I find Sunny and Stu in the crowd that’s gathered and rush over to them. Sunny’s in glasses, a sweatshirt, and no makeup. “Cassia!” she cries out when I get close, her face etched with despair. She pulls me into a fierce hug. We’re both crying, holding on to each other tight.

“I can’t believe it,” I choke out. “Do you know what happened?” I ask when we finally pull apart.

“I spoke with one of the firefighters and they think the earthquake made something electrical spark? The fire is contained upstairs,” Stu says. “But that’s…”

We look at each other silently. That’s everything. The cupboard with everyone’s fates, our reading room. The family altar.

My grandparents and Emoni rush up to us through the crowd. I haven’t seen them since I found out about my dad, and for now, all of that is put aside. I need to see them, to be with them. It’s Halmoni who I want first, and we both push through the people to reach each other. Her hands are outstretched, her expression desperate. I run to her, like I’ve run to her my whole life. My safe space. My protector.

We fold into each other, her smaller, frailer body tucked into mine.

She pets the back of my hair as I start crying again, comforting me, as she always has. “It’s okay, it’s okay,” she says soothingly. “We’re all okay and that’s what matters.”

I nod, even though I’m too old now to believe that everything will be okay. I let myself be comforted by her, and I feel Halabuji rub my back, too.

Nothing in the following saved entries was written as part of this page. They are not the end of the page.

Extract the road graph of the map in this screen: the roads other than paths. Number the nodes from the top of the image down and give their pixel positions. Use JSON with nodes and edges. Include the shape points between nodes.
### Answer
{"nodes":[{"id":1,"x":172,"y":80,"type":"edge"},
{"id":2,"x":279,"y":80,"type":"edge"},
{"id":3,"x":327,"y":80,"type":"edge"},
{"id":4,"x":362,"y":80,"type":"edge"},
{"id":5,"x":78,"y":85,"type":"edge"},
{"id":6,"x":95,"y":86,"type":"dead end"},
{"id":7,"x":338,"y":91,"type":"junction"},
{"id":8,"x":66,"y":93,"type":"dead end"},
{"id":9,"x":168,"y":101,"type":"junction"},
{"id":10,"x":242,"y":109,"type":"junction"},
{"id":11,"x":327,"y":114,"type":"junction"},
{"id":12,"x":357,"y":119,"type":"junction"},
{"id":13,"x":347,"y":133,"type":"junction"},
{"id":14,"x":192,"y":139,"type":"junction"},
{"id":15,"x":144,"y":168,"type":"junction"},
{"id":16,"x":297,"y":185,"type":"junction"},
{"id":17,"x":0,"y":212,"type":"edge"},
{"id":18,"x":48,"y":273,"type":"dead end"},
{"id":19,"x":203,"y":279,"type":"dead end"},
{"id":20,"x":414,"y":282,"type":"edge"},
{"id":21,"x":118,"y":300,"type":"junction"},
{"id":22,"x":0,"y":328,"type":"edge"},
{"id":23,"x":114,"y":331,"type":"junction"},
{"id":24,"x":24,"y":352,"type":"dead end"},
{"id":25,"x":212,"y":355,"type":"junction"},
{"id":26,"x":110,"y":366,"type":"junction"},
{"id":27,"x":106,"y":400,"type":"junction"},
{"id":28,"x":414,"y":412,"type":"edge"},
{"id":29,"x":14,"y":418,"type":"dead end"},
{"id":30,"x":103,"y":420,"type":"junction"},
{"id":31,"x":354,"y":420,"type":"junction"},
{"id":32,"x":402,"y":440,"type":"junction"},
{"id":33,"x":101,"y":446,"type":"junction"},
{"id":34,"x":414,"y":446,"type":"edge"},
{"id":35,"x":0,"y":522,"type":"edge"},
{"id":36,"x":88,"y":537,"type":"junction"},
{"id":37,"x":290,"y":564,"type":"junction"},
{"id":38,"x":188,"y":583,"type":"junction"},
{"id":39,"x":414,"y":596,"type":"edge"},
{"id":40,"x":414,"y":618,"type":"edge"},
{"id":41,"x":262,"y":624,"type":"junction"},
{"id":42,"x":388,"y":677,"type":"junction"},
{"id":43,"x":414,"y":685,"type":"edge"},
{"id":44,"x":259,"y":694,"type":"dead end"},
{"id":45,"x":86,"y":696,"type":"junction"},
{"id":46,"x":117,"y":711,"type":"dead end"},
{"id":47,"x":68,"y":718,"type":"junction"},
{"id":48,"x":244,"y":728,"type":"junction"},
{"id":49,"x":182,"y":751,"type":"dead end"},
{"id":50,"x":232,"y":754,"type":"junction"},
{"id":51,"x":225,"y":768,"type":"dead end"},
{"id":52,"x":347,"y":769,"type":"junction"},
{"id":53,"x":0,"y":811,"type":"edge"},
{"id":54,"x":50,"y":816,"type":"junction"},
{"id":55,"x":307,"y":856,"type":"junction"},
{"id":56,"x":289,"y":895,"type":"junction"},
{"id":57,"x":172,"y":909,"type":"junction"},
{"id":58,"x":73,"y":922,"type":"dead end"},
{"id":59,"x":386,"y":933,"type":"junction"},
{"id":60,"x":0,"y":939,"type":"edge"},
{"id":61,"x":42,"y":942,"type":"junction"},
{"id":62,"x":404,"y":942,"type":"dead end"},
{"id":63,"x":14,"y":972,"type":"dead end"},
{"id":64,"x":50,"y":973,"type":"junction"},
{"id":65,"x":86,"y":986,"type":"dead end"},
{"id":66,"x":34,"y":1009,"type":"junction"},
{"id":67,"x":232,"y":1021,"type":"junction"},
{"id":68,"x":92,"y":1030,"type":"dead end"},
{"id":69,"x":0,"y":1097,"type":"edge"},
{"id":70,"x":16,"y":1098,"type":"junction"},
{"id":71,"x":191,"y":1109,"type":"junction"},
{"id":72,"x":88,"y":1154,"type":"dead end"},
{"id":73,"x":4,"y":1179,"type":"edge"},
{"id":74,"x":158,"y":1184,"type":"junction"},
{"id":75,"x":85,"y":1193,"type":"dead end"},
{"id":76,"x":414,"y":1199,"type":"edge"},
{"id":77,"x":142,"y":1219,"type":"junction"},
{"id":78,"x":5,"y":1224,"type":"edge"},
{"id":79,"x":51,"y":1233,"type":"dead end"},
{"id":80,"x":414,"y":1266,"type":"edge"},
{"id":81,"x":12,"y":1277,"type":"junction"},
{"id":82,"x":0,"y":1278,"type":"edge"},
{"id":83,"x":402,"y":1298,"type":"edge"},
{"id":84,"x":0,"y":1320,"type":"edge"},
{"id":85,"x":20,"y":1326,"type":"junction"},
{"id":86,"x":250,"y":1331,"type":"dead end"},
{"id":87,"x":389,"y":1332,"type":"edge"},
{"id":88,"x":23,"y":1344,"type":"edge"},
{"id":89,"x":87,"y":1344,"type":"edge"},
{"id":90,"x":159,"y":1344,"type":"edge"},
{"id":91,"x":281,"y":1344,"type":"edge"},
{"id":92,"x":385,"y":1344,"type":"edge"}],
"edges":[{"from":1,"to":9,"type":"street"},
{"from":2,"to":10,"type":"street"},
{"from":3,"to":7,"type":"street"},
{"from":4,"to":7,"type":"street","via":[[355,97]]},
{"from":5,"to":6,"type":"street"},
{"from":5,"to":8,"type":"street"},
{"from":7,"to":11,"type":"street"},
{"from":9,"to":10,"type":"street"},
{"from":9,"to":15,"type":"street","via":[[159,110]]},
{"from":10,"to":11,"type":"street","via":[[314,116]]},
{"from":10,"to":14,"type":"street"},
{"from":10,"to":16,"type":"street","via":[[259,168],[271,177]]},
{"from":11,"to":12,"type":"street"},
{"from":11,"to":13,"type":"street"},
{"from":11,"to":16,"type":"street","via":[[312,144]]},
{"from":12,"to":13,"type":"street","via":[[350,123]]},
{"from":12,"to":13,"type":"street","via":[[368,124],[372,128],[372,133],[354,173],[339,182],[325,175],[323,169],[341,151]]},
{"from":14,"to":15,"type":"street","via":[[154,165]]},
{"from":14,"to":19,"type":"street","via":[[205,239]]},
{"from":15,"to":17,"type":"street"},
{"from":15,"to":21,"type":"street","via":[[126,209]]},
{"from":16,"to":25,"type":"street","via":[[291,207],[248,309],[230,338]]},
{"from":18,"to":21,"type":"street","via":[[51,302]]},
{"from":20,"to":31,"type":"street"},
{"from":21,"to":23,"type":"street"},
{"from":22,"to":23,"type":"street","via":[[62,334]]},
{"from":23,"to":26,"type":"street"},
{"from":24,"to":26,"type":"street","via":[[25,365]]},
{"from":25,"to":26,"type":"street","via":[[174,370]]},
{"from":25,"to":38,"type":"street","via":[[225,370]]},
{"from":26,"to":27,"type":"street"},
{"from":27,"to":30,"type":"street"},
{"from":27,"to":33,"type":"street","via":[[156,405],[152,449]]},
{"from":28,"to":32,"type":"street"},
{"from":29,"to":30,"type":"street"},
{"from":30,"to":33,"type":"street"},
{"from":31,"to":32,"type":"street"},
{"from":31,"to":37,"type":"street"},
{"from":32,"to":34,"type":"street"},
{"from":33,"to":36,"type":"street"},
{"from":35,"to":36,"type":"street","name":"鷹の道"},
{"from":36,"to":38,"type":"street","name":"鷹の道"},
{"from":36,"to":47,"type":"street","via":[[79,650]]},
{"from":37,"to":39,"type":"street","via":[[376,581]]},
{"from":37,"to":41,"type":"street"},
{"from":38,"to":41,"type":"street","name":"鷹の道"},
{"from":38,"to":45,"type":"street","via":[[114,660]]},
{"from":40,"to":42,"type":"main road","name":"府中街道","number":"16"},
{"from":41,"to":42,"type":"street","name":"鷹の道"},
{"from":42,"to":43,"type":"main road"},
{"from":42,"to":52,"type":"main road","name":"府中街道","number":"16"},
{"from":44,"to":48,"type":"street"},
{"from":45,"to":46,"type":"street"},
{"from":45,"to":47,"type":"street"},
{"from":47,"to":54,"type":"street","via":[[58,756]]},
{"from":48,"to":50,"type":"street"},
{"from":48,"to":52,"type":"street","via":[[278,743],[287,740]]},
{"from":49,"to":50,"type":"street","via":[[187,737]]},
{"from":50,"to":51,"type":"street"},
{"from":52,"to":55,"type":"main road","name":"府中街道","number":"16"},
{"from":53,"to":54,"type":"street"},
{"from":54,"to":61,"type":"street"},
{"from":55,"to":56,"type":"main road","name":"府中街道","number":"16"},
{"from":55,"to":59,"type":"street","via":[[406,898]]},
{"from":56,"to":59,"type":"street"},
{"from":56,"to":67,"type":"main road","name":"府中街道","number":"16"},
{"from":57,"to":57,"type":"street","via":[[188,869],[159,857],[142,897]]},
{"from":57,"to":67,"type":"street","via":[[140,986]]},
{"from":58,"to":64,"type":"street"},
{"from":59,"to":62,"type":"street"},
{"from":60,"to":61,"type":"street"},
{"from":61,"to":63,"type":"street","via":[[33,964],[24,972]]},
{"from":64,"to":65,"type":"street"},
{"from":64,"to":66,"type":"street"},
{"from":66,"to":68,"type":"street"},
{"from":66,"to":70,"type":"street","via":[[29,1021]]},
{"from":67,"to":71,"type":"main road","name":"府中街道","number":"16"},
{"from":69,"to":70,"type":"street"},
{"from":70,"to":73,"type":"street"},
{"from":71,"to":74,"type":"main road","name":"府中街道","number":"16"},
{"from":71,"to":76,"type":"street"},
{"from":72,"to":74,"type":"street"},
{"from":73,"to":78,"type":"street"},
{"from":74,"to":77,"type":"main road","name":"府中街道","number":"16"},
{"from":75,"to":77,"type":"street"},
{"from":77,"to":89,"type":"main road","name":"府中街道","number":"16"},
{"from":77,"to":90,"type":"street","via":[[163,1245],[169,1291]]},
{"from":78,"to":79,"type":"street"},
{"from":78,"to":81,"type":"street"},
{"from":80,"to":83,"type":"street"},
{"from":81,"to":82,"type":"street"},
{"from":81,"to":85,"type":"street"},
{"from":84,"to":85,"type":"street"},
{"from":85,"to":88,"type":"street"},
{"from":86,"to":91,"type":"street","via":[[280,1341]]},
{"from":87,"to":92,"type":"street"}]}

“Did anyone get hurt?” Emoni asks tearfully. My bighearted Emoni, who always, always looks out for other people first.

Sunny shakes her head. “No, luckily it was too late for the cleaning staff. And no other buildings have been affected. Just…ours.”

We all turn to watch as the fire rages—our entire life’s work going up in flames against the night sky.


A couple hours later, the fire is put out. We’ve all been sitting across the street, watching. As soon as it seems safe, I find the fire chief and ask him about the damage. He wipes his forehead, parts of his skin covered in a sooty layer. “Well, we managed to stop it before it came downstairs. We think it might have been an electrical issue upstairs.”